WORK ITEM:
Line count for the string "each": state how many lines in the records below hold it, giving only the number.

RECORDS SUPPLIED:
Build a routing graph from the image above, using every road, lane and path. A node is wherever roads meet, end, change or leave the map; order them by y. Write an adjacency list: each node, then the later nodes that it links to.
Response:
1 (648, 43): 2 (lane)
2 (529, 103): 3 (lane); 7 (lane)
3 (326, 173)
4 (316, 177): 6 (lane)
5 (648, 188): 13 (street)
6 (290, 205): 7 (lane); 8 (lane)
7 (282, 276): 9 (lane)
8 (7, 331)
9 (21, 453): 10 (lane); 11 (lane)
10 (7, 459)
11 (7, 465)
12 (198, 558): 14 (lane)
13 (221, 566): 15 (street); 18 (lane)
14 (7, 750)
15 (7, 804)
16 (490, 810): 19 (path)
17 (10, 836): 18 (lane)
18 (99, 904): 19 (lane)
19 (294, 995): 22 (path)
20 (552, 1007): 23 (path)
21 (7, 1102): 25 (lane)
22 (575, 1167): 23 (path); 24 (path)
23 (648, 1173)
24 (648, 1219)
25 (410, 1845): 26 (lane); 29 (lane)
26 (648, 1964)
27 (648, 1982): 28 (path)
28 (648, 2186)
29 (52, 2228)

* * *

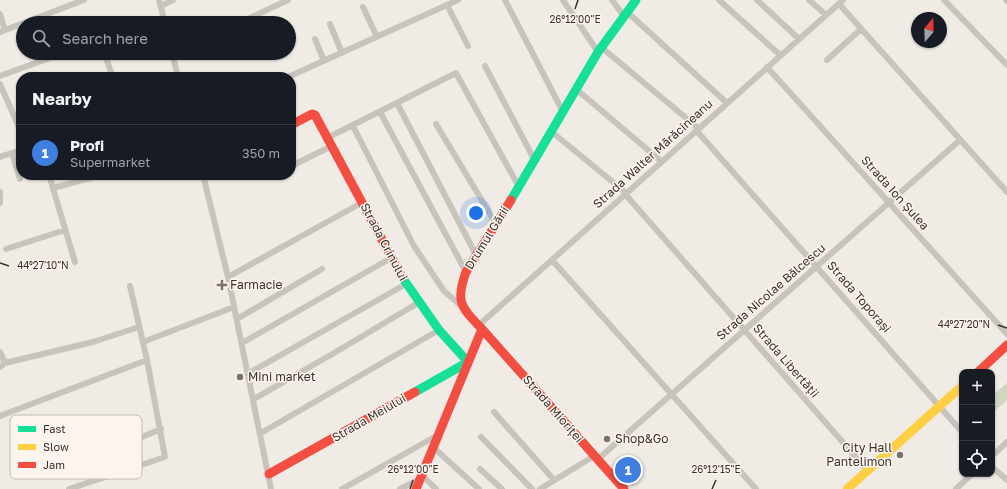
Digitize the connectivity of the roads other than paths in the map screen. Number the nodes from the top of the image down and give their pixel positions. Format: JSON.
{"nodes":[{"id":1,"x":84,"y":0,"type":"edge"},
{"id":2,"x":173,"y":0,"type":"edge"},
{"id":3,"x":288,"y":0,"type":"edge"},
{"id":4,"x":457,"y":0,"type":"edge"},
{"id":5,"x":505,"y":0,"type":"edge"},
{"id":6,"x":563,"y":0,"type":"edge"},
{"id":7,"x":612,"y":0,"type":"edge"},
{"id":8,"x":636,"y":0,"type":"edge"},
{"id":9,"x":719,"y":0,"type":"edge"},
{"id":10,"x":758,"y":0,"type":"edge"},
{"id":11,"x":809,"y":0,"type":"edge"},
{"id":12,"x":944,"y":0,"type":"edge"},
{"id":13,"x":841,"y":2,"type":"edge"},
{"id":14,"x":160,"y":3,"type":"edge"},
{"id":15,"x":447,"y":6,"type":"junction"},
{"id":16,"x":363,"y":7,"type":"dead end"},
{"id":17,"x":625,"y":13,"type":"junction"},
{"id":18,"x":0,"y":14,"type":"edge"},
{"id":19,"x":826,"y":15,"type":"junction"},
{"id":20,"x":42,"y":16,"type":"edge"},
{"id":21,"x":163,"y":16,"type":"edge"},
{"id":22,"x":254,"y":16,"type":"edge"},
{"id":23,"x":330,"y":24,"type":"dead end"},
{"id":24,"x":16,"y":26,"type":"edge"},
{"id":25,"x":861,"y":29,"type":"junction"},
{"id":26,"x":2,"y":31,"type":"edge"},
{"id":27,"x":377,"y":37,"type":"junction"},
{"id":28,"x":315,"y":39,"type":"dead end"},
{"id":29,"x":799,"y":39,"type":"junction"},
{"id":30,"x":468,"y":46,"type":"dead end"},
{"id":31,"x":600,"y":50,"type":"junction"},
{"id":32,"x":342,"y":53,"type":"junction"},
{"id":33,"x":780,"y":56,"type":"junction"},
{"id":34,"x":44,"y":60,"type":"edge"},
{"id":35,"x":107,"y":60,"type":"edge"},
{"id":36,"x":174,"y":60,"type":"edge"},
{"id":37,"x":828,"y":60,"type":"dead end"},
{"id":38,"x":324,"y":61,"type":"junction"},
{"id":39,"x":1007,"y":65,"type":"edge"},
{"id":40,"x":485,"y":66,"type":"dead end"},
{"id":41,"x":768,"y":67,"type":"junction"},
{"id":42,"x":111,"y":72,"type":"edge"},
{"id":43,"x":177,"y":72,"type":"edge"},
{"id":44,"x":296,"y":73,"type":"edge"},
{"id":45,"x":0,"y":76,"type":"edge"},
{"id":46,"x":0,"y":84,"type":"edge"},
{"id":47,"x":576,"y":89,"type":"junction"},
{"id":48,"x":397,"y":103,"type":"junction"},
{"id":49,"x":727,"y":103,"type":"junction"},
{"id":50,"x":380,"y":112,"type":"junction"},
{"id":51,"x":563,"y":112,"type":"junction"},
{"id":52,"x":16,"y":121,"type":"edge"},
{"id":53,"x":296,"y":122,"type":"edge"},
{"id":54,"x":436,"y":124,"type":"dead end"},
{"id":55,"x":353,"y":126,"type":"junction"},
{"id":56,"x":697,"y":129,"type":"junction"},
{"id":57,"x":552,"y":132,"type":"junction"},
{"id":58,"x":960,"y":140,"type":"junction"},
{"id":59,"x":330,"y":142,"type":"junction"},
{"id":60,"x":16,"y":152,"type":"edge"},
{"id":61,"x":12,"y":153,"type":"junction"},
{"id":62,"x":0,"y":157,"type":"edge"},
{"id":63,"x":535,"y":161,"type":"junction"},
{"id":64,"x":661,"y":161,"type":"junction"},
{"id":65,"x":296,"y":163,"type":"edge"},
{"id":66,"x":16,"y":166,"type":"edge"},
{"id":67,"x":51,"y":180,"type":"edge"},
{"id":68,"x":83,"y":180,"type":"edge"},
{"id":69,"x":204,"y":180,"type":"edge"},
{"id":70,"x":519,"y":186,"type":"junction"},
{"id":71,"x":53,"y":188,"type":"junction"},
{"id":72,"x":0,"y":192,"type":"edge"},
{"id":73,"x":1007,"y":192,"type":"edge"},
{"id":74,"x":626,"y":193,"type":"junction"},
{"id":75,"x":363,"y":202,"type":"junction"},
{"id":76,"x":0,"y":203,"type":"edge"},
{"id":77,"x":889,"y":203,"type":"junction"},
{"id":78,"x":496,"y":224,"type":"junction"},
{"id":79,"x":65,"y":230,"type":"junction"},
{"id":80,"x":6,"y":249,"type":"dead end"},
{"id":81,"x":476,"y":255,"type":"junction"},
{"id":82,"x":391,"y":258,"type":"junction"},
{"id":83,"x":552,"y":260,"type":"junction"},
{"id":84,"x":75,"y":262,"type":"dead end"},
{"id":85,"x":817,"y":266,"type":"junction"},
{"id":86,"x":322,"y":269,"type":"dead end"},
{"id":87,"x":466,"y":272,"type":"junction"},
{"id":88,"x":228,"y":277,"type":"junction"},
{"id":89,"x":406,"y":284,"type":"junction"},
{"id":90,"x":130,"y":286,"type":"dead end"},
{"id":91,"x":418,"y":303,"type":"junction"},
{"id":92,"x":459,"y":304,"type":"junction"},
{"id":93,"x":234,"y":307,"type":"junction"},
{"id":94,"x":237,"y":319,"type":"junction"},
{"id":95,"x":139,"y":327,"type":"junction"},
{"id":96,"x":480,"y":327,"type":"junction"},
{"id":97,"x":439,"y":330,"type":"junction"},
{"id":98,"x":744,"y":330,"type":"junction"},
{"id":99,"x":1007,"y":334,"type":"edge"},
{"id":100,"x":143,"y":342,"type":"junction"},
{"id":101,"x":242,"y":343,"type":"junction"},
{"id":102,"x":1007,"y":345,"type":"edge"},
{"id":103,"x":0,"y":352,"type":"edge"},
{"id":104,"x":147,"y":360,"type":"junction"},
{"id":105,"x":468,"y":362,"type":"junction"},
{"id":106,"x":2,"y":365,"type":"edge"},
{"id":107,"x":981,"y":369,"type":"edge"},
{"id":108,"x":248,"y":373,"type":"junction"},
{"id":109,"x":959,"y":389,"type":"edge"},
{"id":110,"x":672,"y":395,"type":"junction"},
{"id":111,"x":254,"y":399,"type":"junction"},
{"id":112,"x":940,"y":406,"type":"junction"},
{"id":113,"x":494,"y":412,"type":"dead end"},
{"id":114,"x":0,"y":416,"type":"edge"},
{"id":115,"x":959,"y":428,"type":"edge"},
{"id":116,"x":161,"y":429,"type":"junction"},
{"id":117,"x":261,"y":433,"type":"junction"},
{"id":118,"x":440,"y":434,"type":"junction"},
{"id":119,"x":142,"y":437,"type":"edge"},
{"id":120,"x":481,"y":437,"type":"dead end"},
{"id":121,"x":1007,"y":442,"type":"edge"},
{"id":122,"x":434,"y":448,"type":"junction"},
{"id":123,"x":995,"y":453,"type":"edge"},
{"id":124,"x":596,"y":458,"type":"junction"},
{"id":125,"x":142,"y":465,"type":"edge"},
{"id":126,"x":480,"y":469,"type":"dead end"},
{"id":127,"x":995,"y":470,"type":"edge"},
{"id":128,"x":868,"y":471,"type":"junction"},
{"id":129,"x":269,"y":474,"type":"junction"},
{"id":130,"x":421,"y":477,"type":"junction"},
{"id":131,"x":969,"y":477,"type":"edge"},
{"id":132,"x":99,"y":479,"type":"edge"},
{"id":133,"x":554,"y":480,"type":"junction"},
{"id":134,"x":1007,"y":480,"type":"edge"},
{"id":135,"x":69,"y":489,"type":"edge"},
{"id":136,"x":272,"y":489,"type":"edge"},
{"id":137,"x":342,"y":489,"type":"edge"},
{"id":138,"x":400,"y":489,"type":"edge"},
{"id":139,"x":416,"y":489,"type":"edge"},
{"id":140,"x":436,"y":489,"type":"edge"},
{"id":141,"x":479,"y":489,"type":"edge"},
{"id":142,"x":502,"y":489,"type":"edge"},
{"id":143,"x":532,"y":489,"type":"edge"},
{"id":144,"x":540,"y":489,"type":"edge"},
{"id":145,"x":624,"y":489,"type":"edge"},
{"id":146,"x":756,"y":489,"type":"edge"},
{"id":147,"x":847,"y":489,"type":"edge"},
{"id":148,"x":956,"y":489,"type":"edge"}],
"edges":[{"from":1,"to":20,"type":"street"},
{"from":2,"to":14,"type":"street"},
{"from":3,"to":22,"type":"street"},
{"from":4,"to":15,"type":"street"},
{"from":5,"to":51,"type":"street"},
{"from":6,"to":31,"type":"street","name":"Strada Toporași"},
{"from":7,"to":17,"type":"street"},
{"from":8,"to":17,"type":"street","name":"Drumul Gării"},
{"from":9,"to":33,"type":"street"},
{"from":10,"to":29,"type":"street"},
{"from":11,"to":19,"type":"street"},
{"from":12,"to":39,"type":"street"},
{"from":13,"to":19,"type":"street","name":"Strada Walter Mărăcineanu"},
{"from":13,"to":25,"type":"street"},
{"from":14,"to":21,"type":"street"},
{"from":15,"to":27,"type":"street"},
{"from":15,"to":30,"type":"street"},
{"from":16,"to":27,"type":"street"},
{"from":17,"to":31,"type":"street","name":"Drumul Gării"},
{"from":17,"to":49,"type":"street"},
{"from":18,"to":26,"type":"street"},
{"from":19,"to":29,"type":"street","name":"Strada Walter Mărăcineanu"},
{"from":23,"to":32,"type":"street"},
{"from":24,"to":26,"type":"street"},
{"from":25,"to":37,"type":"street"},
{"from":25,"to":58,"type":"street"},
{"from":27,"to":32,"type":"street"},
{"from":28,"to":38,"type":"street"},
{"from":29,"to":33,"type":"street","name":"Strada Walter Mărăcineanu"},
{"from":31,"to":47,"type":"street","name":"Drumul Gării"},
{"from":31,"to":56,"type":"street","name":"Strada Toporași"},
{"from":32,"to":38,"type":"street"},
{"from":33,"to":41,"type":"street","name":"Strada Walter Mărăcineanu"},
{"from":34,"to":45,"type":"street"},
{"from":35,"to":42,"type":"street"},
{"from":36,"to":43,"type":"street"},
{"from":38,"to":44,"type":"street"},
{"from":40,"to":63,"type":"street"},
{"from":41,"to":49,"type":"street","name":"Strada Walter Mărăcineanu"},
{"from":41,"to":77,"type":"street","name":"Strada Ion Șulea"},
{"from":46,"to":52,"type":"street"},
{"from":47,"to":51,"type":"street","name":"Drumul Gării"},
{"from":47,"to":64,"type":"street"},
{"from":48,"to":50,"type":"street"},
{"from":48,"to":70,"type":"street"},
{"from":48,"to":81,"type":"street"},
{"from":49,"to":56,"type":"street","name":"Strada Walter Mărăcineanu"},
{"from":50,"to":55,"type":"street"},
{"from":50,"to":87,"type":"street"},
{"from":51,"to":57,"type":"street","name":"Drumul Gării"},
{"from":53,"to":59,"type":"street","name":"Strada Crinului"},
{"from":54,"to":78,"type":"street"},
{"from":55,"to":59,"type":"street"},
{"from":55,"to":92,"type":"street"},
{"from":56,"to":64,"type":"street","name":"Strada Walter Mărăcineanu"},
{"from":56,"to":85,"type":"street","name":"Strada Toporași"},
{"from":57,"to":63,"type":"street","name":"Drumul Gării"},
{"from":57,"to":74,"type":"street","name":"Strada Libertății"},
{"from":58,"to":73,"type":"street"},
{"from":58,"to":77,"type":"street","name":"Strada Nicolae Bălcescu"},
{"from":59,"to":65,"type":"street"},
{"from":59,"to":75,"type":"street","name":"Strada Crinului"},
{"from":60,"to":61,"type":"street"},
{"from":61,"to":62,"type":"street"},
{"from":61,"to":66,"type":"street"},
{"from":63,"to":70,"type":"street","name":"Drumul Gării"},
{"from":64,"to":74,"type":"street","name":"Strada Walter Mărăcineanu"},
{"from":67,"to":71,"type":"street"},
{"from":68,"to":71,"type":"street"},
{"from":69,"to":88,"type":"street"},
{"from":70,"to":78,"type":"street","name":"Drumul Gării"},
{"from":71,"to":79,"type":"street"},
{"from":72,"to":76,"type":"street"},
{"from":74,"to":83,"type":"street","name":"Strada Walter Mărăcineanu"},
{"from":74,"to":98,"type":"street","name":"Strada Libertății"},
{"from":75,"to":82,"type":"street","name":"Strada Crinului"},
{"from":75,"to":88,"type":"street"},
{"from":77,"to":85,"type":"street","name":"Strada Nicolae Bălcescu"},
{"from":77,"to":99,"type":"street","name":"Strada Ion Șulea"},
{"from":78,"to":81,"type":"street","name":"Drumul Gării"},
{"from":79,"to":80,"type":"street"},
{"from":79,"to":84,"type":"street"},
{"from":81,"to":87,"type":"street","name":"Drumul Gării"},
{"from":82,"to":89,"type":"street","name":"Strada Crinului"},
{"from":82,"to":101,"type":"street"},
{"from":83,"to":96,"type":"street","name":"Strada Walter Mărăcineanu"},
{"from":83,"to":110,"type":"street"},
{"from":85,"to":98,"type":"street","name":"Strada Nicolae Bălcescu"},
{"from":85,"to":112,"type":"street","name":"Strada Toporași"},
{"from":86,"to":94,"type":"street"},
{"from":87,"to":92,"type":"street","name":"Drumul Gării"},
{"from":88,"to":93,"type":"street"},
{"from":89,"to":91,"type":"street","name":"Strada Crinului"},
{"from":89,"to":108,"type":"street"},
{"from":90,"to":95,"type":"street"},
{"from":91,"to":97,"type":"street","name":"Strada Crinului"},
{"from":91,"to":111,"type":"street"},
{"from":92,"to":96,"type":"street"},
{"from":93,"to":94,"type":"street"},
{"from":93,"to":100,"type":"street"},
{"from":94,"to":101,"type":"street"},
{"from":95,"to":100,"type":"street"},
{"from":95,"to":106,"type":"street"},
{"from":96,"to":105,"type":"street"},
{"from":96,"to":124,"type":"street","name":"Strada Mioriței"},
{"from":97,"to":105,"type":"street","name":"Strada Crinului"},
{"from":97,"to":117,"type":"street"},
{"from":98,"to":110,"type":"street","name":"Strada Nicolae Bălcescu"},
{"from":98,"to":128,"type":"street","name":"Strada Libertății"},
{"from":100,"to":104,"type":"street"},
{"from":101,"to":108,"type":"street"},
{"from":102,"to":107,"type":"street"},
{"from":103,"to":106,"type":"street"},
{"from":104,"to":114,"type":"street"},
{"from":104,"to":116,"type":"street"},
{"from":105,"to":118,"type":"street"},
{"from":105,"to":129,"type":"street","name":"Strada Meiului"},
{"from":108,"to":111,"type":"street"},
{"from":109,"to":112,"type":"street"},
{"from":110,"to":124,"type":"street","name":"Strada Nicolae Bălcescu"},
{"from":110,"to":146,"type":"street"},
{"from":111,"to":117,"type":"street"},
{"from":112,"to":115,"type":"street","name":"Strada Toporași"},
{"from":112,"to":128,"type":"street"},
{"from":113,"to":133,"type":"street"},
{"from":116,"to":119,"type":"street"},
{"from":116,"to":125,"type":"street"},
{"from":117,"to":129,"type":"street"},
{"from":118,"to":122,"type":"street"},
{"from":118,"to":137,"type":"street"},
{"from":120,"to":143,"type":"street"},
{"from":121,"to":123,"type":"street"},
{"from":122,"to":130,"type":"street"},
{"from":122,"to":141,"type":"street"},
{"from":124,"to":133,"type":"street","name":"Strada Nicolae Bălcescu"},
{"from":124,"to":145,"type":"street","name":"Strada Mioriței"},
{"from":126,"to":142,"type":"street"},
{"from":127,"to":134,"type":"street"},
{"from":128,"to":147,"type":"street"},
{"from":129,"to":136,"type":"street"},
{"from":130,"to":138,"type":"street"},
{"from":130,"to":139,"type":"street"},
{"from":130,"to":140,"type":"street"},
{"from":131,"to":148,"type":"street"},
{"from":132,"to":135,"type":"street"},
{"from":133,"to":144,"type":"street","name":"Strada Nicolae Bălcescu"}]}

---

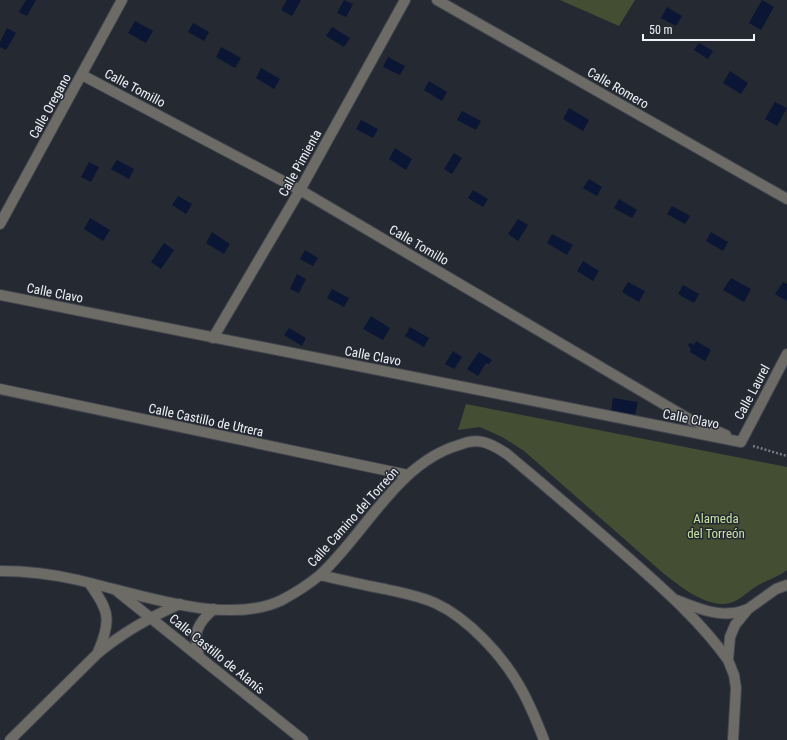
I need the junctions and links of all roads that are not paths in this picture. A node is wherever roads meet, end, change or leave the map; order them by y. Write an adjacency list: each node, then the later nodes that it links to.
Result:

RESULT FOR THIS EXERCISE:
2